Some historians consider this story of the ring to be a myth, partly because there are no contemporaneous accounts of it. John Lingard in his history of England says the story appears to be fiction. Lytton Strachey states "Such a narrative is appropriate enough to the place where it was first fully elaborated—a sentimental novelette, but it does not belong to history", and Alison Weir calls it a fabrication.

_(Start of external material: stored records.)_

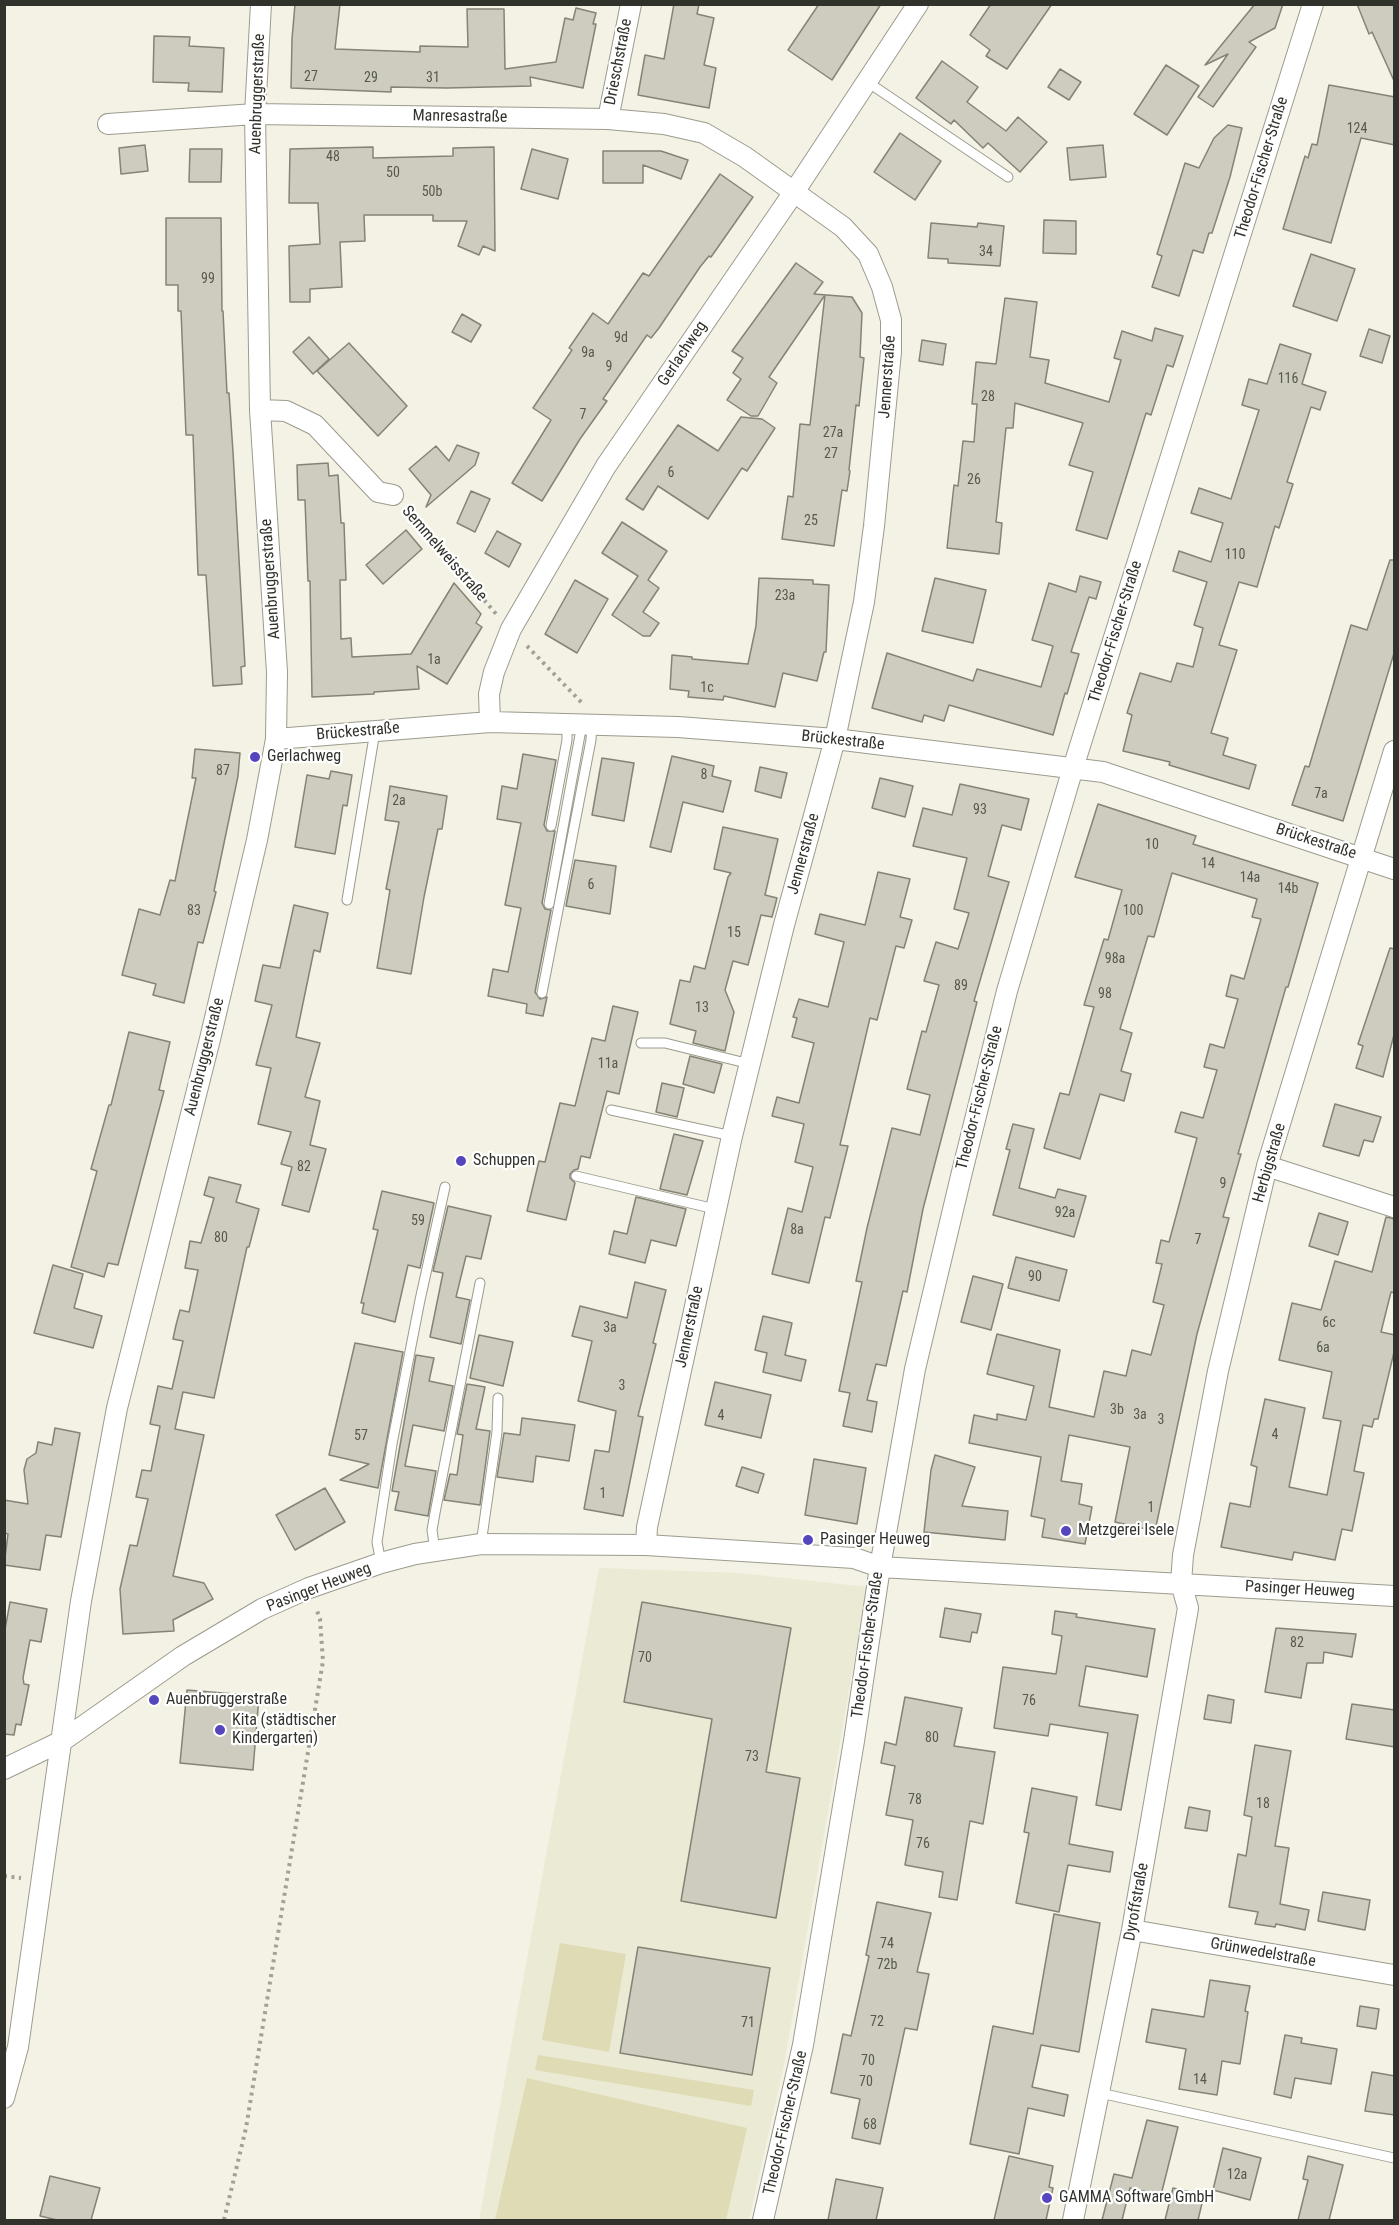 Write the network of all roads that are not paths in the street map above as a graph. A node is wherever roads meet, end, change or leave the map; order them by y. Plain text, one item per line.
1 (261, 4) edge
2 (631, 4) edge
3 (918, 4) edge
4 (1313, 4) edge
5 (866, 81) junction
6 (255, 114) junction
7 (608, 119) junction
8 (108, 124) dead end
9 (1008, 177) dead end
10 (794, 192) junction
11 (260, 410) junction
12 (393, 495) road end
13 (490, 722) junction
14 (586, 724) junction
15 (375, 731) junction
16 (276, 739) junction
17 (835, 739) junction
18 (1395, 751) edge
19 (1073, 768) junction
20 (551, 826) dead end
21 (1363, 858) junction
22 (1395, 869) edge
23 (347, 900) dead end
24 (549, 904) dead end
25 (542, 993) dead end
26 (641, 1043) dead end
27 (750, 1064) junction
28 (611, 1110) dead end
29 (732, 1136) junction
30 (1267, 1166) junction
31 (576, 1176) dead end
32 (445, 1187) dead end
33 (1395, 1207) edge
34 (716, 1209) junction
35 (480, 1283) dead end
36 (498, 1398) dead end
37 (481, 1544) junction
38 (646, 1545) junction
39 (435, 1551) junction
40 (381, 1563) junction
41 (880, 1567) junction
42 (1181, 1583) junction
43 (1395, 1596) edge
44 (62, 1741) junction
45 (4, 1769) edge
46 (1132, 1930) junction
47 (1395, 1975) edge
48 (8, 2066) edge
49 (1100, 2093) junction
50 (4, 2098) edge
51 (1395, 2158) edge
52 (763, 2220) edge
53 (1073, 2220) edge

1 - 6 street, Auenbruggerstraße
2 - 7 street, Drieschstraße
3 - 5 street, Gerlachweg
4 - 19 street, Theodor-Fischer-Straße
5 - 9 lane
5 - 10 street, Gerlachweg
6 - 7 street, Manresastraße
6 - 8 street, Manresastraße
6 - 11 street, Auenbruggerstraße
7 - 10 street, Manresastraße
10 - 13 street, Gerlachweg
10 - 17 street, Jennerstraße
11 - 12 street, Semmelweisstraße
11 - 16 street, Auenbruggerstraße
13 - 14 street, Brückestraße
13 - 15 street, Brückestraße
14 - 17 street, Brückestraße
14 - 20 lane
14 - 24 lane
14 - 25 lane
15 - 16 street, Brückestraße
15 - 23 lane
16 - 44 street, Auenbruggerstraße
17 - 19 street, Brückestraße
17 - 27 street, Jennerstraße
18 - 21 street, Herbigstraße
19 - 21 street, Brückestraße
19 - 41 street, Theodor-Fischer-Straße
21 - 22 street, Brückestraße
21 - 30 street, Herbigstraße
26 - 27 lane
27 - 29 street, Jennerstraße
28 - 29 lane
29 - 34 street, Jennerstraße
30 - 33 street
30 - 42 street, Herbigstraße
31 - 34 lane
32 - 40 lane
34 - 38 street, Jennerstraße
35 - 39 lane
36 - 37 lane
37 - 38 street, Pasinger Heuweg
37 - 39 street, Pasinger Heuweg
38 - 41 street, Pasinger Heuweg
39 - 40 street, Pasinger Heuweg
40 - 44 street, Pasinger Heuweg
41 - 42 street, Pasinger Heuweg
41 - 52 street, Theodor-Fischer-Straße
42 - 43 street, Pasinger Heuweg
42 - 46 street, Dyroffstraße
44 - 45 street, Pasinger Heuweg
44 - 48 street, Auenbruggerstraße
46 - 47 street, Grünwedelstraße
46 - 49 street, Dyroffstraße
48 - 50 street, Auenbruggerstraße
49 - 51 lane
49 - 53 street, Dyroffstraße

Nevertheless, this version of the story forms the basis of the plot of Gaetano Donizetti's opera Roberto Devereux, with a further twist added to the story, in that Essex is cheating on both the queen and his best friend by having an affair with Lady Nottingham (who in the opera is given the wrong first name of Sarah rather than Catherine): and that this turns out to be (a) the reason why Lord Nottingham turns against his now former friend, when he discovers the ring in question and prevents her sending it, and (b) is the ultimate reason for Queen Elizabeth withdrawing her support for Essex at his trial.